(Collected data entries)
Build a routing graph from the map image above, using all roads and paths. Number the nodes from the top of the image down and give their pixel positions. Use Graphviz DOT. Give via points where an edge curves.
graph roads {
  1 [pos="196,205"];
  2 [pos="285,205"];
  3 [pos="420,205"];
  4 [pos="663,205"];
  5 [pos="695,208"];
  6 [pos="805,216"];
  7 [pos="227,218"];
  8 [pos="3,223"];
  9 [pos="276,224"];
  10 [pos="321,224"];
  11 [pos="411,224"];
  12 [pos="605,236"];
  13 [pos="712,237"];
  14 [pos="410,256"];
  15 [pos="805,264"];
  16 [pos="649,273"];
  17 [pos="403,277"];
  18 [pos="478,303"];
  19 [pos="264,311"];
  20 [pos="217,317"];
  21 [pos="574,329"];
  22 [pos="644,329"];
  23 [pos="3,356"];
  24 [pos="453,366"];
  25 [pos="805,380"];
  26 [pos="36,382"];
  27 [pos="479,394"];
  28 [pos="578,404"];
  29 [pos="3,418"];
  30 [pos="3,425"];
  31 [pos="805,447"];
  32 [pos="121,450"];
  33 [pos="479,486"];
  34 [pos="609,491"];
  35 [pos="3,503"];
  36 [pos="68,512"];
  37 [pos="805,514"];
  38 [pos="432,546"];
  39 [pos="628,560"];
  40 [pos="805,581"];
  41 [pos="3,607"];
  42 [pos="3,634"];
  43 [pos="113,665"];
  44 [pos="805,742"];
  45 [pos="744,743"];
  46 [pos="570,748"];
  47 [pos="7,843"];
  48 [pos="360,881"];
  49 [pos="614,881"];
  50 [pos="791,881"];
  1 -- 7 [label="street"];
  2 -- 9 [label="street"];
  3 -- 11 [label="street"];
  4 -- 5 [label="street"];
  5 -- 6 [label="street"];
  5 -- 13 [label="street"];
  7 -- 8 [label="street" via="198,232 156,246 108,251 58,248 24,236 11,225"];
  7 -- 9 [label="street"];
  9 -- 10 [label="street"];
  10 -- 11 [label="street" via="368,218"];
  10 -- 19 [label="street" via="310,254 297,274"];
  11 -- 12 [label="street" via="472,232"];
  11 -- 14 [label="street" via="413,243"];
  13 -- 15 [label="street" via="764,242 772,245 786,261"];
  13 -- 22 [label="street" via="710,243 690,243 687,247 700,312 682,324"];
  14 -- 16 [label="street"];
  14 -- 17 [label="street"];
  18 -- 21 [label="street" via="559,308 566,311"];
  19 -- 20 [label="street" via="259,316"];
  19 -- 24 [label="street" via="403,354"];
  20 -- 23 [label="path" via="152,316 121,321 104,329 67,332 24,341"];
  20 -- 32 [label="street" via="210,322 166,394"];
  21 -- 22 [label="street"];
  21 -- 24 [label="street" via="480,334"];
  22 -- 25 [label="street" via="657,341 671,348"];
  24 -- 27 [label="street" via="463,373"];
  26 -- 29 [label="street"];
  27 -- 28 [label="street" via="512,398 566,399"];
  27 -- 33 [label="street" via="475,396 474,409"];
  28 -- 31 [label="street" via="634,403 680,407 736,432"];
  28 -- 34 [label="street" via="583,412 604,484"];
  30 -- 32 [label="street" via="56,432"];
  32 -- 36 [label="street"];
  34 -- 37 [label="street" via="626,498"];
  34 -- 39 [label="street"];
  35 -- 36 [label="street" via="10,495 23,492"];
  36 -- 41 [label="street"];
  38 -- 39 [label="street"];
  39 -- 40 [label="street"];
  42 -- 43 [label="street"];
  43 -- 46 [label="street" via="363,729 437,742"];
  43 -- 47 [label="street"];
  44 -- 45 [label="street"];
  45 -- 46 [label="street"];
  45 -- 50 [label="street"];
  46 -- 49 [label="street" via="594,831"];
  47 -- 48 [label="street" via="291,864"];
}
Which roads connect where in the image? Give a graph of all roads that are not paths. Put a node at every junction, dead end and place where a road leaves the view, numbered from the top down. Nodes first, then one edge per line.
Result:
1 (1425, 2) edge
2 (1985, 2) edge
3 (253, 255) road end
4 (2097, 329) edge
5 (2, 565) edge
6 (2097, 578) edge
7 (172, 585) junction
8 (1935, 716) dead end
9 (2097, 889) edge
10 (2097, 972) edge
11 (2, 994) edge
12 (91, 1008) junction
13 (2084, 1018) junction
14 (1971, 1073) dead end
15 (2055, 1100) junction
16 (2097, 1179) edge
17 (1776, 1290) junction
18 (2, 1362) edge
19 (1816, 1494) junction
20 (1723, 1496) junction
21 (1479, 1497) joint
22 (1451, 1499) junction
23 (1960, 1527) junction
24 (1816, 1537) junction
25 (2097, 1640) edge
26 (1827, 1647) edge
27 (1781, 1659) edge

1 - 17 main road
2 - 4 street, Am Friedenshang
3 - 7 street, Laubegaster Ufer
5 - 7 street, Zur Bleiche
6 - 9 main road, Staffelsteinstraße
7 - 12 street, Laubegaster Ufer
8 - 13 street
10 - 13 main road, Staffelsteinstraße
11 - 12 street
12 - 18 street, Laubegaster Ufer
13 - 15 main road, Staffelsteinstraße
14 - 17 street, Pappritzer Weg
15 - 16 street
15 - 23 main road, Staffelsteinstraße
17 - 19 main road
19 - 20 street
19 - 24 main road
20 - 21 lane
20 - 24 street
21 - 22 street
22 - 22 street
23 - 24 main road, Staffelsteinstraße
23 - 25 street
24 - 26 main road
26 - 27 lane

▸ **WHAT NEEDS TO BE DONE**: Give back all of the data above without any alteration.

▸ **TASK OUTPUT**:
Build a routing graph from the map image above, using all roads and paths. Number the nodes from the top of the image down and give their pixel positions. Use Graphviz DOT. Give via points where an edge curves.
graph roads {
  1 [pos="196,205"];
  2 [pos="285,205"];
  3 [pos="420,205"];
  4 [pos="663,205"];
  5 [pos="695,208"];
  6 [pos="805,216"];
  7 [pos="227,218"];
  8 [pos="3,223"];
  9 [pos="276,224"];
  10 [pos="321,224"];
  11 [pos="411,224"];
  12 [pos="605,236"];
  13 [pos="712,237"];
  14 [pos="410,256"];
  15 [pos="805,264"];
  16 [pos="649,273"];
  17 [pos="403,277"];
  18 [pos="478,303"];
  19 [pos="264,311"];
  20 [pos="217,317"];
  21 [pos="574,329"];
  22 [pos="644,329"];
  23 [pos="3,356"];
  24 [pos="453,366"];
  25 [pos="805,380"];
  26 [pos="36,382"];
  27 [pos="479,394"];
  28 [pos="578,404"];
  29 [pos="3,418"];
  30 [pos="3,425"];
  31 [pos="805,447"];
  32 [pos="121,450"];
  33 [pos="479,486"];
  34 [pos="609,491"];
  35 [pos="3,503"];
  36 [pos="68,512"];
  37 [pos="805,514"];
  38 [pos="432,546"];
  39 [pos="628,560"];
  40 [pos="805,581"];
  41 [pos="3,607"];
  42 [pos="3,634"];
  43 [pos="113,665"];
  44 [pos="805,742"];
  45 [pos="744,743"];
  46 [pos="570,748"];
  47 [pos="7,843"];
  48 [pos="360,881"];
  49 [pos="614,881"];
  50 [pos="791,881"];
  1 -- 7 [label="street"];
  2 -- 9 [label="street"];
  3 -- 11 [label="street"];
  4 -- 5 [label="street"];
  5 -- 6 [label="street"];
  5 -- 13 [label="street"];
  7 -- 8 [label="street" via="198,232 156,246 108,251 58,248 24,236 11,225"];
  7 -- 9 [label="street"];
  9 -- 10 [label="street"];
  10 -- 11 [label="street" via="368,218"];
  10 -- 19 [label="street" via="310,254 297,274"];
  11 -- 12 [label="street" via="472,232"];
  11 -- 14 [label="street" via="413,243"];
  13 -- 15 [label="street" via="764,242 772,245 786,261"];
  13 -- 22 [label="street" via="710,243 690,243 687,247 700,312 682,324"];
  14 -- 16 [label="street"];
  14 -- 17 [label="street"];
  18 -- 21 [label="street" via="559,308 566,311"];
  19 -- 20 [label="street" via="259,316"];
  19 -- 24 [label="street" via="403,354"];
  20 -- 23 [label="path" via="152,316 121,321 104,329 67,332 24,341"];
  20 -- 32 [label="street" via="210,322 166,394"];
  21 -- 22 [label="street"];
  21 -- 24 [label="street" via="480,334"];
  22 -- 25 [label="street" via="657,341 671,348"];
  24 -- 27 [label="street" via="463,373"];
  26 -- 29 [label="street"];
  27 -- 28 [label="street" via="512,398 566,399"];
  27 -- 33 [label="street" via="475,396 474,409"];
  28 -- 31 [label="street" via="634,403 680,407 736,432"];
  28 -- 34 [label="street" via="583,412 604,484"];
  30 -- 32 [label="street" via="56,432"];
  32 -- 36 [label="street"];
  34 -- 37 [label="street" via="626,498"];
  34 -- 39 [label="street"];
  35 -- 36 [label="street" via="10,495 23,492"];
  36 -- 41 [label="street"];
  38 -- 39 [label="street"];
  39 -- 40 [label="street"];
  42 -- 43 [label="street"];
  43 -- 46 [label="street" via="363,729 437,742"];
  43 -- 47 [label="street"];
  44 -- 45 [label="street"];
  45 -- 46 [label="street"];
  45 -- 50 [label="street"];
  46 -- 49 [label="street" via="594,831"];
  47 -- 48 [label="street" via="291,864"];
}
Which roads connect where in the image? Give a graph of all roads that are not paths. Put a node at every junction, dead end and place where a road leaves the view, numbered from the top down. Nodes first, then one edge per line.
Result:
1 (1425, 2) edge
2 (1985, 2) edge
3 (253, 255) road end
4 (2097, 329) edge
5 (2, 565) edge
6 (2097, 578) edge
7 (172, 585) junction
8 (1935, 716) dead end
9 (2097, 889) edge
10 (2097, 972) edge
11 (2, 994) edge
12 (91, 1008) junction
13 (2084, 1018) junction
14 (1971, 1073) dead end
15 (2055, 1100) junction
16 (2097, 1179) edge
17 (1776, 1290) junction
18 (2, 1362) edge
19 (1816, 1494) junction
20 (1723, 1496) junction
21 (1479, 1497) joint
22 (1451, 1499) junction
23 (1960, 1527) junction
24 (1816, 1537) junction
25 (2097, 1640) edge
26 (1827, 1647) edge
27 (1781, 1659) edge

1 - 17 main road
2 - 4 street, Am Friedenshang
3 - 7 street, Laubegaster Ufer
5 - 7 street, Zur Bleiche
6 - 9 main road, Staffelsteinstraße
7 - 12 street, Laubegaster Ufer
8 - 13 street
10 - 13 main road, Staffelsteinstraße
11 - 12 street
12 - 18 street, Laubegaster Ufer
13 - 15 main road, Staffelsteinstraße
14 - 17 street, Pappritzer Weg
15 - 16 street
15 - 23 main road, Staffelsteinstraße
17 - 19 main road
19 - 20 street
19 - 24 main road
20 - 21 lane
20 - 24 street
21 - 22 street
22 - 22 street
23 - 24 main road, Staffelsteinstraße
23 - 25 street
24 - 26 main road
26 - 27 lane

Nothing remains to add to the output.